Pope Honored With Salutes, Masses
email this pageprint this pageemail usLisa J. Adams -Associated Press


John Paul II is profoundly revered in Mexico, a country which he visited five times and which he called "ever faithful" to the Roman Catholic Church.
Hundreds of faithful worshippers who joyously embraced Pope John Paul II during five unprecedented visits to Mexico gathered Friday for sorrowful Masses after offering final salutes to his empty popemobile as it rolled through the capital's streets one last time.

In a sad, pre-dawn goodbye timed to coincide with John Paul II's official funeral in Rome, tearful crowds packed into the massive, stadium-style Basilica of Guadalupe, where the pope canonized Indian saint Juan Diego in 2002.

Those who couldn't fit inside the church spilled out onto its enormous exterior concrete plaza, illuminated by thousands of votive candles and the spotlights of hovering news helicopters.

A second Mass was celebrated by top Mexican Roman Catholic Church officials at noontime Friday at the Basilica.
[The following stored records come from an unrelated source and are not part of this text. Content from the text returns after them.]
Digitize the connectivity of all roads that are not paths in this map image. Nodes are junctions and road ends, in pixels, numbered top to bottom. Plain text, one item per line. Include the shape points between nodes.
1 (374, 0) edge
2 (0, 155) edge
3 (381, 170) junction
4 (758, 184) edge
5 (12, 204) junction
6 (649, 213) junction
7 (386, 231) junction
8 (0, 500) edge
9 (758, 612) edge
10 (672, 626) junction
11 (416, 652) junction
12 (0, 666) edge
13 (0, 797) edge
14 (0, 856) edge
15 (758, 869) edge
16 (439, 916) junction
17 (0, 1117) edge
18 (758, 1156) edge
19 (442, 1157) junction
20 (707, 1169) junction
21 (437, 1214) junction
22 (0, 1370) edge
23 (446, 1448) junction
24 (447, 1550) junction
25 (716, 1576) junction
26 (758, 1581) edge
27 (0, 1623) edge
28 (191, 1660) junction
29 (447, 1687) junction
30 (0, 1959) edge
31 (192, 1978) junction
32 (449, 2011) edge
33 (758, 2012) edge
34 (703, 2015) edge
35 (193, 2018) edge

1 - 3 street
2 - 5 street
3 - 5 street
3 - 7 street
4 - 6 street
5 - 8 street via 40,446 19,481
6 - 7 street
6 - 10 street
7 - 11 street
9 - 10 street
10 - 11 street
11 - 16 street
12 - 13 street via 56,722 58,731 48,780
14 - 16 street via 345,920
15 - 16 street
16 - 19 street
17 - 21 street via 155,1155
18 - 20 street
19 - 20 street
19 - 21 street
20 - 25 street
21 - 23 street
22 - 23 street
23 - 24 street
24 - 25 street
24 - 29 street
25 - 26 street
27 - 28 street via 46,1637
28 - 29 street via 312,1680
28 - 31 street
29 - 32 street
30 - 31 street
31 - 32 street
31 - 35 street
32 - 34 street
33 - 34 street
In other signs of respect, Mexican Interior Secretary Santiago Creel presided over a flag-lowering ceremony in honor of the pope on Friday morning.

Church officials began the early Mass with a solemn procession to the altar of the basilica in which participants carried articles of clothing the pope wore when he was here and a chair he sat in while addressing a crowd of more than 100,000 people at Mexico City's Azteca Stadium in January 1999.

The nation's largest television network, Televisa, carried the Mass live, during which mourners held pictures of John Paul close to their hearts and cried openly, while mariachis strummed guitars and blew on trumpets in honor of the pope who once sang to the crowds here in Spanish.

Prior to the Mass, dozens of people clutching flowers and yellow and white balloons followed the popemobile in its last journey from the residence of the papal nuncio in southeast Mexico City, north to the basilica.

Ringed by police cars and motorcycles, the boxy white vehicle, about the size of a small mobile home, was fitted with large pictures of a smiling John Paul II on each side.

Its interior lights were on, and those jockeying to catch a glimpse saw a framed picture of the pope on a chair shrouded in a white sheet and surrounded by candles and flowers.

Some sang and others cried as the popemobile passed, while others followed the vehicle on bicycles or jogged alongside for several city blocks.

John Paul, who died last Saturday at the age of 84, is profoundly revered in Mexico, which was among the countries he visited during his first foreign trip in 1979. He returned four more times to the predominantly Catholic country, which he labeled "ever faithful."